— Task brief —
State how many lines of the entries hold the string "numbered", and nothing more.

— Raw data —
Content starts

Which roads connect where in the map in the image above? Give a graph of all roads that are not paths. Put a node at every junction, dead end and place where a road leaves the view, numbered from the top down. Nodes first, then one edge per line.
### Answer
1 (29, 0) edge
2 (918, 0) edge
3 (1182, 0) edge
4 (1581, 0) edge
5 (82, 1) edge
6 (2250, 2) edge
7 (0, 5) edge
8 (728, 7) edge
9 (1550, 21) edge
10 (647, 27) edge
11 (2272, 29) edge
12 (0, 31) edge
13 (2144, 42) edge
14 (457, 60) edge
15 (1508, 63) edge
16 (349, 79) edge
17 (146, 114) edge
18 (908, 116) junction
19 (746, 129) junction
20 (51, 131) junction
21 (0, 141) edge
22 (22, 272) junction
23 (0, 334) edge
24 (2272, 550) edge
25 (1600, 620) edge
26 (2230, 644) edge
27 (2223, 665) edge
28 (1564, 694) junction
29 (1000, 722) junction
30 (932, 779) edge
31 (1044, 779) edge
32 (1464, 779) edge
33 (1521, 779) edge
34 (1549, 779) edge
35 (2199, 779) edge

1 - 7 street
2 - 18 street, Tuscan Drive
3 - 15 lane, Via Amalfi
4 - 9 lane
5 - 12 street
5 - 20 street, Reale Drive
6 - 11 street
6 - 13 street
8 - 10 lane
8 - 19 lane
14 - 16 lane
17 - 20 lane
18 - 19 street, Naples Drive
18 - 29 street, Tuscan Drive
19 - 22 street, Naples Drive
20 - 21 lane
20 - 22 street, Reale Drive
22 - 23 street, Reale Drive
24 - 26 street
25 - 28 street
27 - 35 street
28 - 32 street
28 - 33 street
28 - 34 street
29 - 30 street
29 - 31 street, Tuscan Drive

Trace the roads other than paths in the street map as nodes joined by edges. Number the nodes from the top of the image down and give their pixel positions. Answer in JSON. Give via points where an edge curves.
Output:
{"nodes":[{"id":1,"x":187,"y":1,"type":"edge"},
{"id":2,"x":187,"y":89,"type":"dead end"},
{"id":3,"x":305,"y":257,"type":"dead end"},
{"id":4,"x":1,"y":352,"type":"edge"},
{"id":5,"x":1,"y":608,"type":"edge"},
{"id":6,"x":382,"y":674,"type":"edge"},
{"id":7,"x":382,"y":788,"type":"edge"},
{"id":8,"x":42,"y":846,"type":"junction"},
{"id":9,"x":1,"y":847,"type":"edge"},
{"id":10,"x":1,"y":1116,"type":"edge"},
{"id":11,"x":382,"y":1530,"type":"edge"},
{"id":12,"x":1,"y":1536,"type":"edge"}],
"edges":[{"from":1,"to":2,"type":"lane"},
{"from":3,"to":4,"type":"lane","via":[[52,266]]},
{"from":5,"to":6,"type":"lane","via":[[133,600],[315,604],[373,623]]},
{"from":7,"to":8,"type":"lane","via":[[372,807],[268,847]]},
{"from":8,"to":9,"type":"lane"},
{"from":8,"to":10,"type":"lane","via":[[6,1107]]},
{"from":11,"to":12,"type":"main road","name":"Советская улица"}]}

Content ends
Content starts

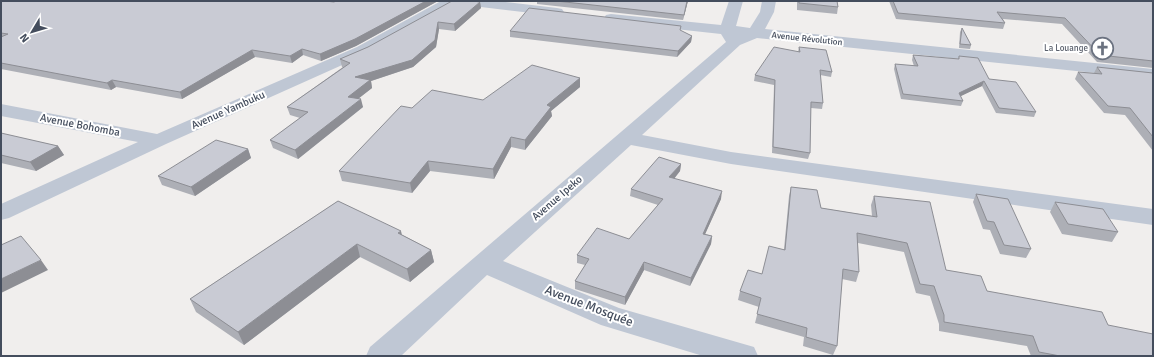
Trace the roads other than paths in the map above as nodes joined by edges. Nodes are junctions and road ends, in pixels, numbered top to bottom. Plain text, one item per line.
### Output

Content ends

— Response to this task —
2